**What is expected**
Which of the lines below include "札幌環状線"? Each one should be copied out.

**Data shown**
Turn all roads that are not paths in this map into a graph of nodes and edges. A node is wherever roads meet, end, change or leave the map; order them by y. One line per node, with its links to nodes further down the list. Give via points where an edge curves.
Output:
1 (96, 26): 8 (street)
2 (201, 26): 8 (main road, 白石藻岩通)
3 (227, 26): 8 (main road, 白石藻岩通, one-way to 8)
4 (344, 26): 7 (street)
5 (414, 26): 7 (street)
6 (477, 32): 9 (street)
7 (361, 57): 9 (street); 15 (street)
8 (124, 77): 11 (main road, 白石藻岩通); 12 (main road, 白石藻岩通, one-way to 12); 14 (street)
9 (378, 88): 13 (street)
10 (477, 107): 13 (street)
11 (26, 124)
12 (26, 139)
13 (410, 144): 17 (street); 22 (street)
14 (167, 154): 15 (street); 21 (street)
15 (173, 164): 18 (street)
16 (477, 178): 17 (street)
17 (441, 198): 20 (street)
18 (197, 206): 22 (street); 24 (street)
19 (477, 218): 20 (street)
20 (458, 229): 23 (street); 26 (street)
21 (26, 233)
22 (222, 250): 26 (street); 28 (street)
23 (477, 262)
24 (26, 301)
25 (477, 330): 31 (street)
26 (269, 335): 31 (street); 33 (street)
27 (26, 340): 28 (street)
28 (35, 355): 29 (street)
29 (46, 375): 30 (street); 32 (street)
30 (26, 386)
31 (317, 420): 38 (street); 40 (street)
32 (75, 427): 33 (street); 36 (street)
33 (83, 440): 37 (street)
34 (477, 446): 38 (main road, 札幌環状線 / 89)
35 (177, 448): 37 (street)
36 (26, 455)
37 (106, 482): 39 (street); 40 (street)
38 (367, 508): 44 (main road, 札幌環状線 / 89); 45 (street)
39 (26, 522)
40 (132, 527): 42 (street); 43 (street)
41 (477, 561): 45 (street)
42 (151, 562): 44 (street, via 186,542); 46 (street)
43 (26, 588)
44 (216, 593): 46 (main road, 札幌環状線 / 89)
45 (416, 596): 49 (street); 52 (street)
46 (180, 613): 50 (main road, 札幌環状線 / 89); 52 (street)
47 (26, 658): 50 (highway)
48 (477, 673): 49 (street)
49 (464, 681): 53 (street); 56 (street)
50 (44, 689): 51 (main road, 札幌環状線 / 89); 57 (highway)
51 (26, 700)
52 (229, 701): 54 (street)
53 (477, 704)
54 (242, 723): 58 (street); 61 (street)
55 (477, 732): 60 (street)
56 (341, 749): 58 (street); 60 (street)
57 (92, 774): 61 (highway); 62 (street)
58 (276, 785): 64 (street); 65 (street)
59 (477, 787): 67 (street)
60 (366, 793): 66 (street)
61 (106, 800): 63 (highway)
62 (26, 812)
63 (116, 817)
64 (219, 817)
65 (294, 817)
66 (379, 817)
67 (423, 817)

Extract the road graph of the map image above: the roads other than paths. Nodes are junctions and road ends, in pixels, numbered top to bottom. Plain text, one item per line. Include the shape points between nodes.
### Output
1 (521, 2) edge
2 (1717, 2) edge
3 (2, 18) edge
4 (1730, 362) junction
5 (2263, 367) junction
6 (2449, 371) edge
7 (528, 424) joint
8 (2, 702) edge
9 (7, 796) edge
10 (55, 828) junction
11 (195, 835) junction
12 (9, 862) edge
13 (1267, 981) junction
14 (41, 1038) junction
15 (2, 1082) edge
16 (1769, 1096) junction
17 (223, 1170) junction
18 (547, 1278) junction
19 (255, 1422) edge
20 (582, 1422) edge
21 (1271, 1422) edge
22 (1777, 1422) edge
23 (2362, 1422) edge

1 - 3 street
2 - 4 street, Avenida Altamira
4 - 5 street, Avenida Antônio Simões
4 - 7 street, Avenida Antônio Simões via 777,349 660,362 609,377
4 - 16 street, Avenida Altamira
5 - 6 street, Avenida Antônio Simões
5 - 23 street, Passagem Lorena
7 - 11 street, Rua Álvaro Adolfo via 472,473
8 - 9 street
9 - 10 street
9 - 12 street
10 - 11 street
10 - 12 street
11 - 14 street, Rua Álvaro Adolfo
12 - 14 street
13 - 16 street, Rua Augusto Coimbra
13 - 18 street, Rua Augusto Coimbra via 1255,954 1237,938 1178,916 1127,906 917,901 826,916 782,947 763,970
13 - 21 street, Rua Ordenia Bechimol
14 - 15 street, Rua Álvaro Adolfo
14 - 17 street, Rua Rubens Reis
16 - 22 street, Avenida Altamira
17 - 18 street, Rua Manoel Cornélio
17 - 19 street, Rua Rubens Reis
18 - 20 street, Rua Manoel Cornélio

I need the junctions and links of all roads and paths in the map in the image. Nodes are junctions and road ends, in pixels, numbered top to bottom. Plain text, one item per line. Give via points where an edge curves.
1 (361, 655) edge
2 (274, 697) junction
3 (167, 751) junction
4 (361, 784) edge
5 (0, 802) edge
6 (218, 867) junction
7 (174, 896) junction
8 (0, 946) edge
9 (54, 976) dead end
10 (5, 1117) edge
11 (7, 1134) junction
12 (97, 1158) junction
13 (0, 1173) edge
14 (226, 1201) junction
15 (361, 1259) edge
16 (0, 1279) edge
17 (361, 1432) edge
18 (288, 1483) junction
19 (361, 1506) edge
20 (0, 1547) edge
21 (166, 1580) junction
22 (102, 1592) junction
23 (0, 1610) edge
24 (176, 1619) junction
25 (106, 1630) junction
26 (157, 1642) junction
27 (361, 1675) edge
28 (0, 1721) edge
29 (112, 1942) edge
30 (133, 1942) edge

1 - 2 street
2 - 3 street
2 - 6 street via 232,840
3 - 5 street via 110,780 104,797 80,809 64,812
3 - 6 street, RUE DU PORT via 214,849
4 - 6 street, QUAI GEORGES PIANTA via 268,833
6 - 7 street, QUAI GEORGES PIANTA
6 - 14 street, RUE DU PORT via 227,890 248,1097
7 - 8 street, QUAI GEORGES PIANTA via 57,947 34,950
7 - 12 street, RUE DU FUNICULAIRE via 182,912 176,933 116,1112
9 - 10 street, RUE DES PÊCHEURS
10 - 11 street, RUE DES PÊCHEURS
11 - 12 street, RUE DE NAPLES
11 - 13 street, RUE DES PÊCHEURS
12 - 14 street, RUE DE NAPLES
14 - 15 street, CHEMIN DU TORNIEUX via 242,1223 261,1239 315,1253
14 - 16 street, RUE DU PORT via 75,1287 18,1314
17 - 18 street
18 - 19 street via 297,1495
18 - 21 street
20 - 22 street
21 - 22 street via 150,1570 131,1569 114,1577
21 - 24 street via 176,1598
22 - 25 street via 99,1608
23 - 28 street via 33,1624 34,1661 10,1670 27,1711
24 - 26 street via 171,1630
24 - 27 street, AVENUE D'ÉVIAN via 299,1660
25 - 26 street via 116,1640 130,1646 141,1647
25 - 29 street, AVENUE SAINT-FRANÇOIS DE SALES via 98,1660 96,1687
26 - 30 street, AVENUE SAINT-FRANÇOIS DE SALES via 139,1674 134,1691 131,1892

**Reply**
34 (477, 446): 38 (main road, 札幌環状線 / 89)
38 (367, 508): 44 (main road, 札幌環状線 / 89); 45 (street)
44 (216, 593): 46 (main road, 札幌環状線 / 89)
46 (180, 613): 50 (main road, 札幌環状線 / 89); 52 (street)
50 (44, 689): 51 (main road, 札幌環状線 / 89); 57 (highway)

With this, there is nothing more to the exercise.